==== Given entries
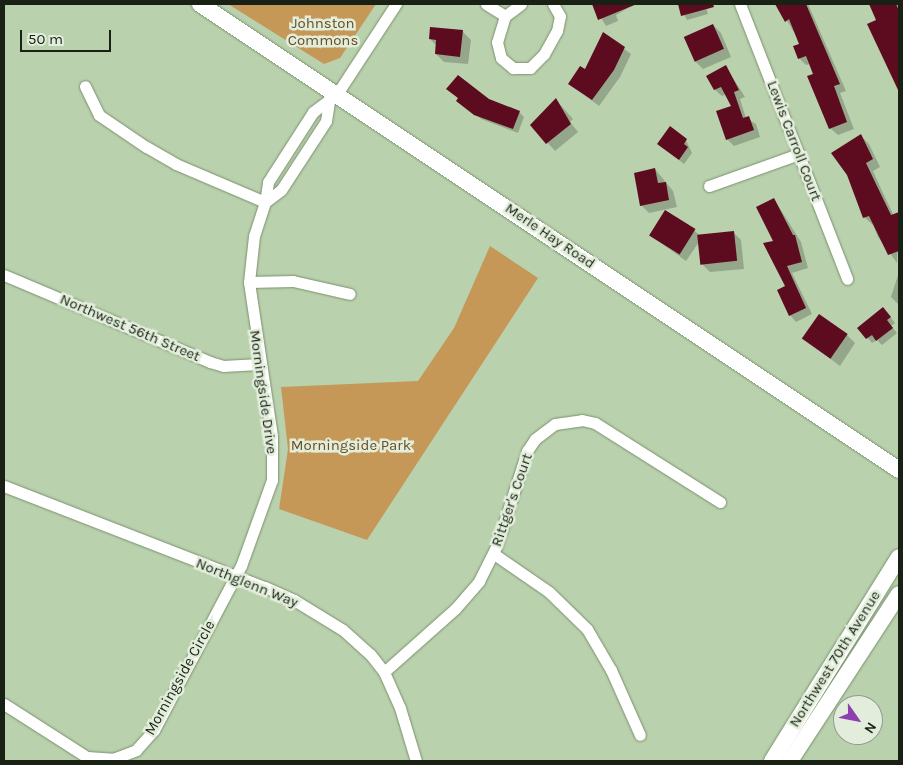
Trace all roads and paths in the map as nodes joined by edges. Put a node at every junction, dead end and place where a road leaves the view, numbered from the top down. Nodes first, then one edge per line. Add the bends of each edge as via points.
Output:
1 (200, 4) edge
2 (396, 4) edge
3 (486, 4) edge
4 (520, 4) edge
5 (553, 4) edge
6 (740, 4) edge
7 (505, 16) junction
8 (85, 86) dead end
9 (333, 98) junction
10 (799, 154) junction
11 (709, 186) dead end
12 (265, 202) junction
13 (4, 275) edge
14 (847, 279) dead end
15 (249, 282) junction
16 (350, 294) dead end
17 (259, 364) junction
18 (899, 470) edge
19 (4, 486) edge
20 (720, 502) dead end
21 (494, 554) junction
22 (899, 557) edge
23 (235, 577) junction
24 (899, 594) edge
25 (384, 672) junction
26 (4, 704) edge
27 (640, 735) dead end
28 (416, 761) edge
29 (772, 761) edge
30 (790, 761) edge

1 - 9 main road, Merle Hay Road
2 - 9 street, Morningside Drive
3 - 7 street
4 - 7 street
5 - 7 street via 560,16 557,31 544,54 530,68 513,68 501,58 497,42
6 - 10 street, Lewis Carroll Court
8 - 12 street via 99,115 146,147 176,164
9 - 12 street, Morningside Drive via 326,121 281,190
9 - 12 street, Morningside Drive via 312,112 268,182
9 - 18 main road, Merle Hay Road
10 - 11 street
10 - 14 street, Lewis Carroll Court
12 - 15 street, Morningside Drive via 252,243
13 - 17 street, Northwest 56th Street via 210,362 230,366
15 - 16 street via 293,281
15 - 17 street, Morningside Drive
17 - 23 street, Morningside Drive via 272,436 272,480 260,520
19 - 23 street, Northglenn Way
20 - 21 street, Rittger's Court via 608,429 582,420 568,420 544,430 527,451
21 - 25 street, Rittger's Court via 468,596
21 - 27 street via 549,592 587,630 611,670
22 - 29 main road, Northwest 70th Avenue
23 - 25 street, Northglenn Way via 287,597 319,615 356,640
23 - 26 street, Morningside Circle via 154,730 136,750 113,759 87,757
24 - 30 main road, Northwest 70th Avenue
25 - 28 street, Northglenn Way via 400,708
========
==== Given entries
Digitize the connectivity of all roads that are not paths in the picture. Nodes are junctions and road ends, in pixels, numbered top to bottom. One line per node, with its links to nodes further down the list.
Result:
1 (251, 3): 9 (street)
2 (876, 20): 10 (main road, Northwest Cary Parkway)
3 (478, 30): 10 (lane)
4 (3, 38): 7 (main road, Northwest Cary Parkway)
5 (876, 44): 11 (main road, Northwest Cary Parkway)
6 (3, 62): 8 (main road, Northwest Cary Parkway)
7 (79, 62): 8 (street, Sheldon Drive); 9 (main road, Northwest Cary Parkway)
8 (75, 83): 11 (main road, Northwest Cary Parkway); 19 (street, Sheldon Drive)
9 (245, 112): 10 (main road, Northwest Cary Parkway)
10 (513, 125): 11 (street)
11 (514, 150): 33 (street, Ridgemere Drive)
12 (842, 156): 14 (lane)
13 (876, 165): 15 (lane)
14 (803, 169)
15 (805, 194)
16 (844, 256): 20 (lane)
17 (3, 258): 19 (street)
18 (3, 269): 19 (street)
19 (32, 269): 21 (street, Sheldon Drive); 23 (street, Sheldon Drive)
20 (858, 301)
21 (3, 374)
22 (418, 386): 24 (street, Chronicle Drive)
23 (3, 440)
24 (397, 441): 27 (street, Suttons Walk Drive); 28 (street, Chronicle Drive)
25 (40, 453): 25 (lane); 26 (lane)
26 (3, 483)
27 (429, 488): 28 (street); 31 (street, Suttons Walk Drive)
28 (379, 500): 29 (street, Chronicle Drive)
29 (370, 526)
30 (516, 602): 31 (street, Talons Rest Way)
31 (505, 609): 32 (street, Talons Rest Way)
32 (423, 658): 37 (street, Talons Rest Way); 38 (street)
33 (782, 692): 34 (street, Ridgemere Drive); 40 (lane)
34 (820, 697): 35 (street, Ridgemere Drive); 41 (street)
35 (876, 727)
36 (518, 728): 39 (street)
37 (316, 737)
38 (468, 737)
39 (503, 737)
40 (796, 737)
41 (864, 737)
========
■ **Required action**
Copy every line of the listing that contains the word "lane".

■ **Written response**
3 (478, 30): 10 (lane)
12 (842, 156): 14 (lane)
13 (876, 165): 15 (lane)
16 (844, 256): 20 (lane)
25 (40, 453): 25 (lane); 26 (lane)
33 (782, 692): 34 (street, Ridgemere Drive); 40 (lane)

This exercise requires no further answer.